Tally the lines in the following entries that include the word "graph"; state only the total.

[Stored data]
---*---

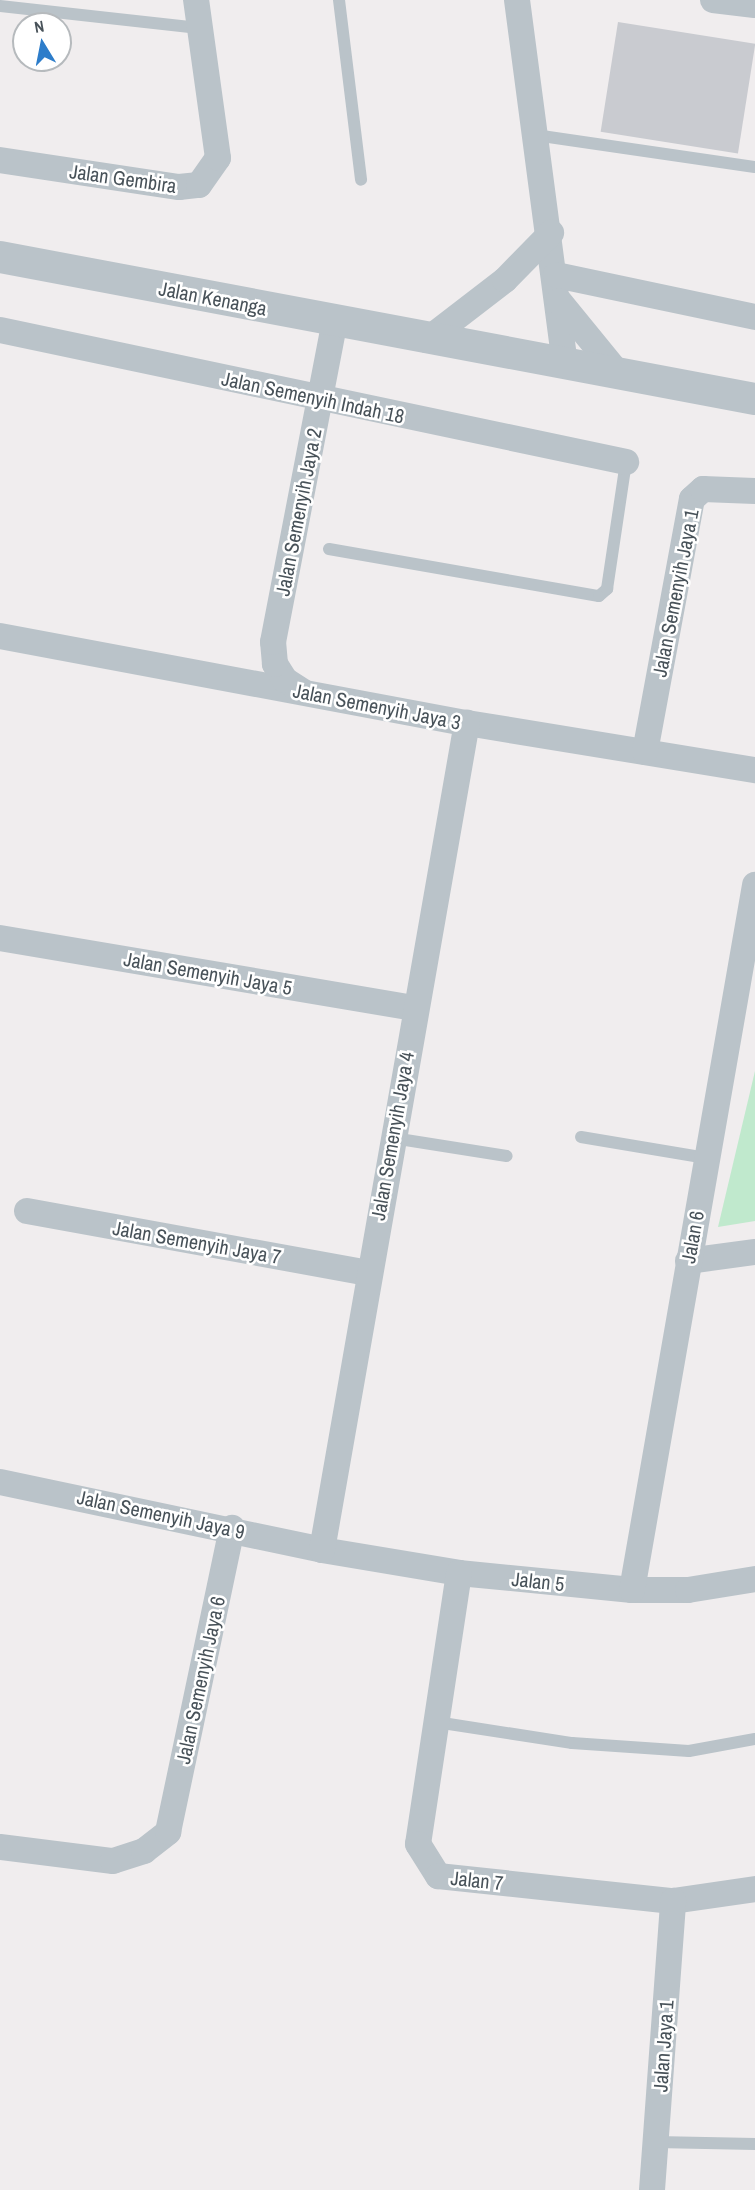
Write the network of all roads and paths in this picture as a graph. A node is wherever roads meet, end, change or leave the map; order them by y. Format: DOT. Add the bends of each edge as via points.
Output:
graph roads {
  1 [pos="196,0"];
  2 [pos="339,0"];
  3 [pos="517,0"];
  4 [pos="713,0"];
  5 [pos="755,5"];
  6 [pos="0,6"];
  7 [pos="199,28"];
  8 [pos="534,135"];
  9 [pos="0,160"];
  10 [pos="755,167"];
  11 [pos="362,180"];
  12 [pos="551,232"];
  13 [pos="0,257"];
  14 [pos="556,275"];
  15 [pos="560,301"];
  16 [pos="755,317"];
  17 [pos="335,321"];
  18 [pos="0,330"];
  19 [pos="427,340"];
  20 [pos="565,365"];
  21 [pos="617,372"];
  22 [pos="319,399"];
  23 [pos="755,399"];
  24 [pos="626,462"];
  25 [pos="755,491"];
  26 [pos="328,549"];
  27 [pos="0,636"];
  28 [pos="302,691"];
  29 [pos="467,723"];
  30 [pos="645,752"];
  31 [pos="755,770"];
  32 [pos="755,885"];
  33 [pos="0,938"];
  34 [pos="415,1008"];
  35 [pos="392,1137"];
  36 [pos="581,1137"];
  37 [pos="507,1156"];
  38 [pos="706,1158"];
  39 [pos="27,1211"];
  40 [pos="755,1251"];
  41 [pos="688,1261"];
  42 [pos="367,1273"];
  43 [pos="0,1482"];
  44 [pos="232,1528"];
  45 [pos="322,1550"];
  46 [pos="459,1573"];
  47 [pos="755,1579"];
  48 [pos="632,1590"];
  49 [pos="436,1722"];
  50 [pos="755,1739"];
  51 [pos="0,1847"];
  52 [pos="755,1889"];
  53 [pos="673,1901"];
  54 [pos="656,2142"];
  55 [pos="755,2144"];
  56 [pos="652,2190"];
  1 -- 7 [label="street, Jalan Gembira"];
  2 -- 11 [label="lane"];
  3 -- 8 [label="street"];
  4 -- 5 [label="street"];
  6 -- 7 [label="lane"];
  7 -- 9 [label="street, Jalan Gembira" via="218,158 199,185 179,187"];
  8 -- 10 [label="lane"];
  8 -- 12 [label="street"];
  12 -- 14 [label="street"];
  12 -- 19 [label="street" via="505,280"];
  13 -- 17 [label="street, Jalan Kenanga"];
  14 -- 15 [label="street"];
  14 -- 16 [label="street"];
  15 -- 20 [label="street"];
  15 -- 21 [label="street"];
  17 -- 19 [label="street, Jalan Kenanga"];
  17 -- 22 [label="street, Jalan Semenyih Jaya 2"];
  18 -- 22 [label="street, Jalan Semenyih Indah 18"];
  19 -- 20 [label="street, Jalan Kenanga"];
  20 -- 21 [label="street, Jalan Kenanga"];
  21 -- 23 [label="street, Jalan Kenanga"];
  22 -- 24 [label="street, Jalan Semenyih Indah 18"];
  22 -- 28 [label="street, Jalan Semenyih Jaya 2" via="273,642 275,664 285,681"];
  24 -- 26 [label="lane" via="607,589 599,596"];
  25 -- 30 [label="street, Jalan Semenyih Jaya 1" via="703,489 692,499"];
  27 -- 28 [label="street, Jalan Semenyih Jaya 3"];
  28 -- 29 [label="street, Jalan Semenyih Jaya 3"];
  29 -- 30 [label="street, Jalan Semenyih Jaya 3"];
  29 -- 34 [label="street, Jalan Semenyih Jaya 4"];
  30 -- 31 [label="street, Jalan Semenyih Jaya 3"];
  32 -- 38 [label="street, Jalan 6"];
  33 -- 34 [label="street, Jalan Semenyih Jaya 5"];
  34 -- 35 [label="street, Jalan Semenyih Jaya 4"];
  35 -- 37 [label="lane"];
  35 -- 42 [label="street, Jalan Semenyih Jaya 4"];
  36 -- 38 [label="lane"];
  38 -- 41 [label="street, Jalan 6"];
  39 -- 42 [label="street, Jalan Semenyih Jaya 7"];
  40 -- 41 [label="street"];
  41 -- 48 [label="street, Jalan 6"];
  42 -- 45 [label="street, Jalan Semenyih Jaya 4"];
  43 -- 44 [label="street, Jalan Semenyih Jaya 9"];
  44 -- 45 [label="street, Jalan Semenyih Jaya 9"];
  44 -- 51 [label="street, Jalan Semenyih Jaya 6" via="168,1833 144,1851 113,1861"];
  45 -- 46 [label="street, Jalan 5"];
  46 -- 48 [label="street, Jalan 5"];
  46 -- 49 [label="street, Jalan 7"];
  47 -- 48 [label="street, Jalan 5" via="688,1590"];
  49 -- 50 [label="lane" via="572,1743 689,1751"];
  49 -- 53 [label="street, Jalan 7" via="418,1844 438,1876"];
  52 -- 53 [label="street, Jalan 7"];
  53 -- 54 [label="street, Jalan Jaya 1"];
  54 -- 55 [label="lane"];
  54 -- 56 [label="street, Jalan Jaya 1"];
}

---*---

> [REPLY]: 2